Excerpted data.
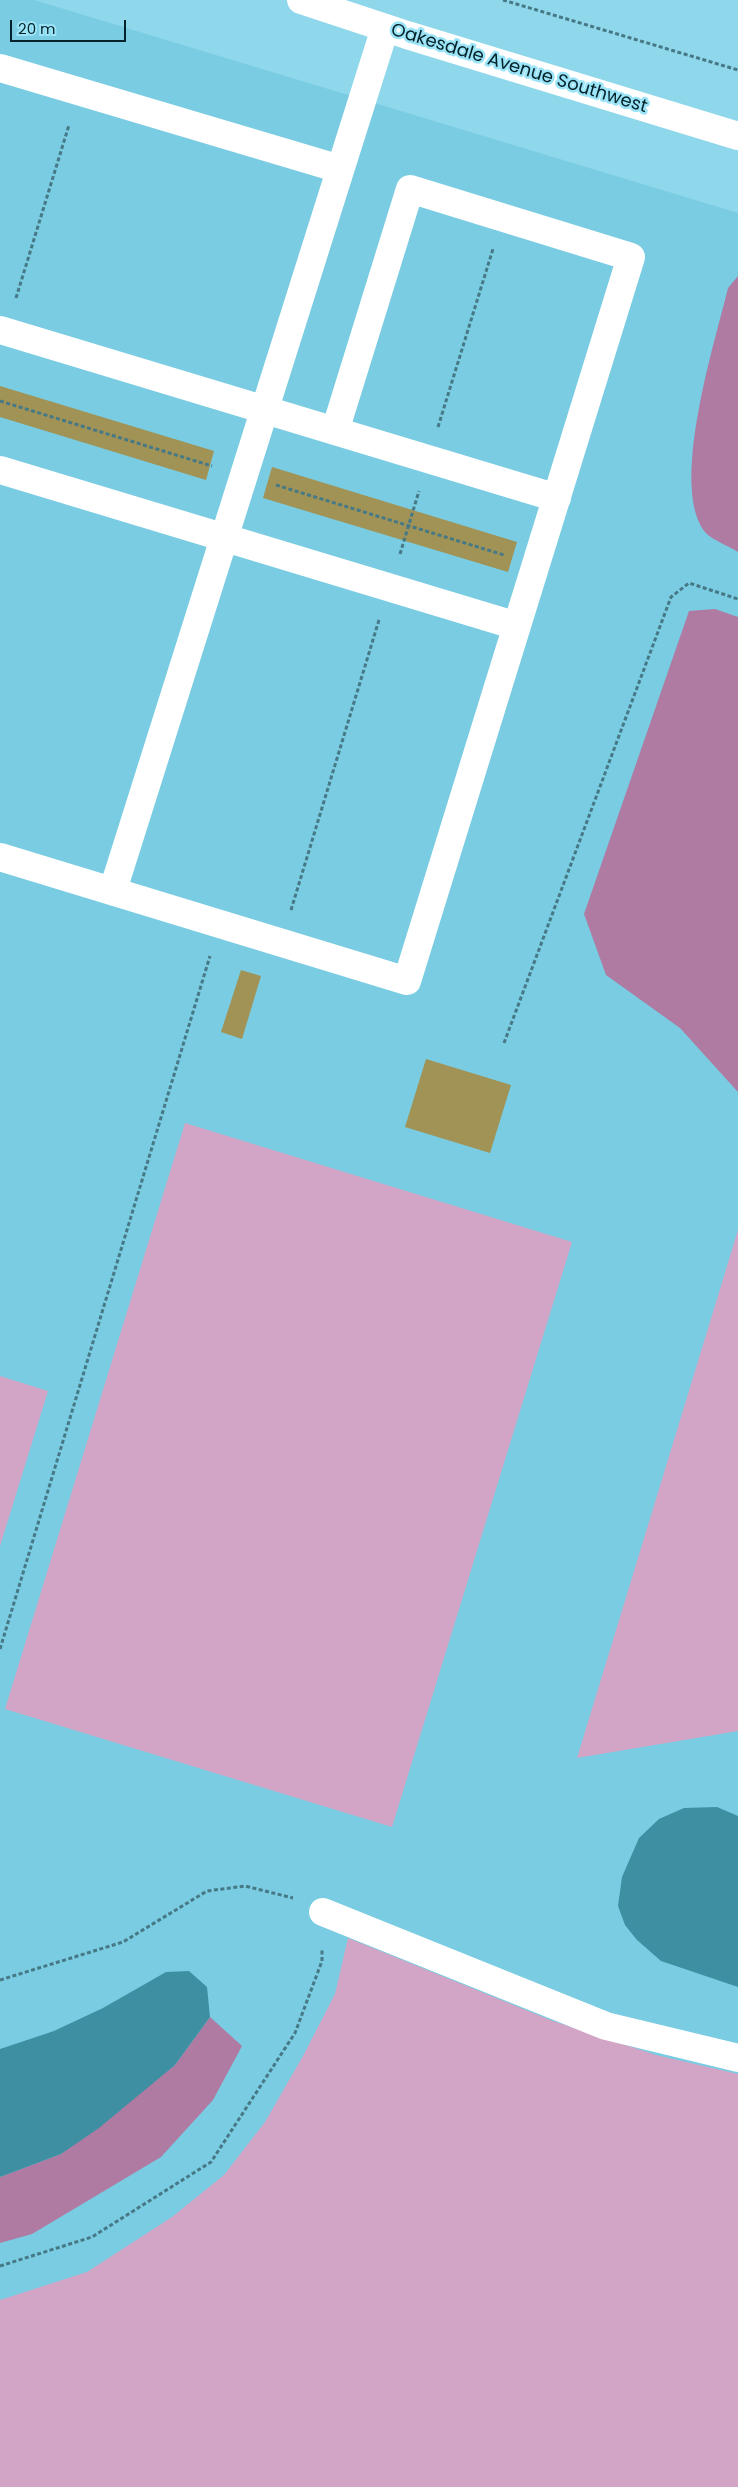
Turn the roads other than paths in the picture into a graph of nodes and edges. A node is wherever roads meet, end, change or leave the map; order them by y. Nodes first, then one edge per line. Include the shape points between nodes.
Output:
1 (301, 0) edge
2 (385, 28) junction
3 (0, 68) edge
4 (738, 136) edge
5 (340, 168) junction
6 (3, 331) edge
7 (265, 410) junction
8 (335, 431) junction
9 (0, 470) edge
10 (556, 498) junction
11 (224, 538) junction
12 (517, 626) junction
13 (0, 857) edge
14 (114, 890) junction
15 (323, 1912) road end
16 (738, 2058) edge

1 - 2 street, Oakesdale Avenue Southwest
2 - 4 street, Oakesdale Avenue Southwest
2 - 5 street
3 - 5 street
5 - 7 street
6 - 7 street
7 - 8 street
7 - 11 street
8 - 10 street
8 - 10 street via 410,189 631,258
9 - 11 street
10 - 12 street
11 - 12 street
11 - 14 street
12 - 14 street via 407,980
13 - 14 street
15 - 16 street via 606,2026

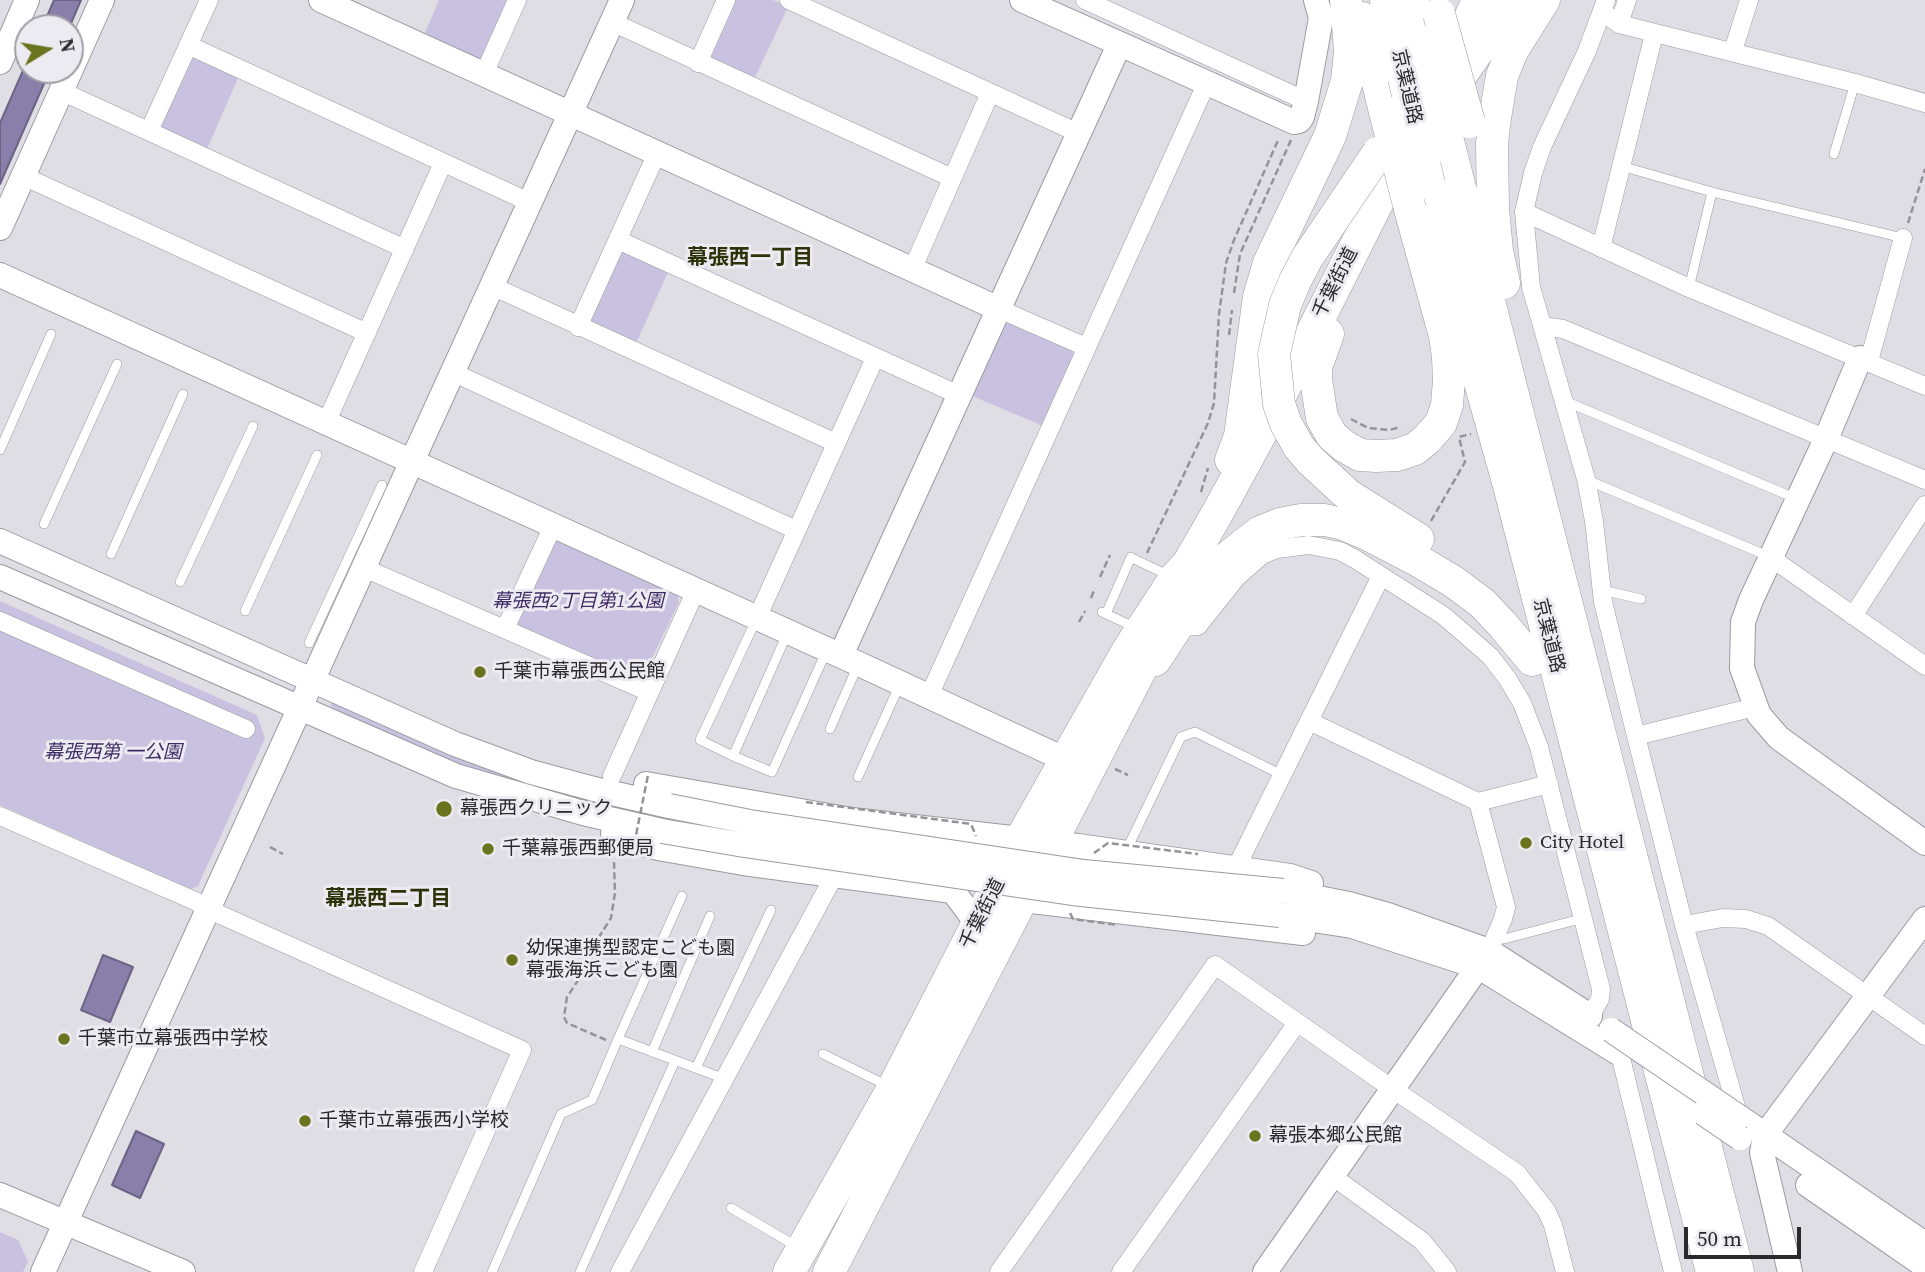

What you will do. Reproduce the data above line for line, excluding every picture.

Output of the exercise.
Turn the roads other than paths in the picture into a graph of nodes and edges. A node is wherever roads meet, end, change or leave the map; order them by y. Nodes first, then one edge per line. Include the shape points between nodes.
Output:
1 (301, 0) edge
2 (385, 28) junction
3 (0, 68) edge
4 (738, 136) edge
5 (340, 168) junction
6 (3, 331) edge
7 (265, 410) junction
8 (335, 431) junction
9 (0, 470) edge
10 (556, 498) junction
11 (224, 538) junction
12 (517, 626) junction
13 (0, 857) edge
14 (114, 890) junction
15 (323, 1912) road end
16 (738, 2058) edge

1 - 2 street, Oakesdale Avenue Southwest
2 - 4 street, Oakesdale Avenue Southwest
2 - 5 street
3 - 5 street
5 - 7 street
6 - 7 street
7 - 8 street
7 - 11 street
8 - 10 street
8 - 10 street via 410,189 631,258
9 - 11 street
10 - 12 street
11 - 12 street
11 - 14 street
12 - 14 street via 407,980
13 - 14 street
15 - 16 street via 606,2026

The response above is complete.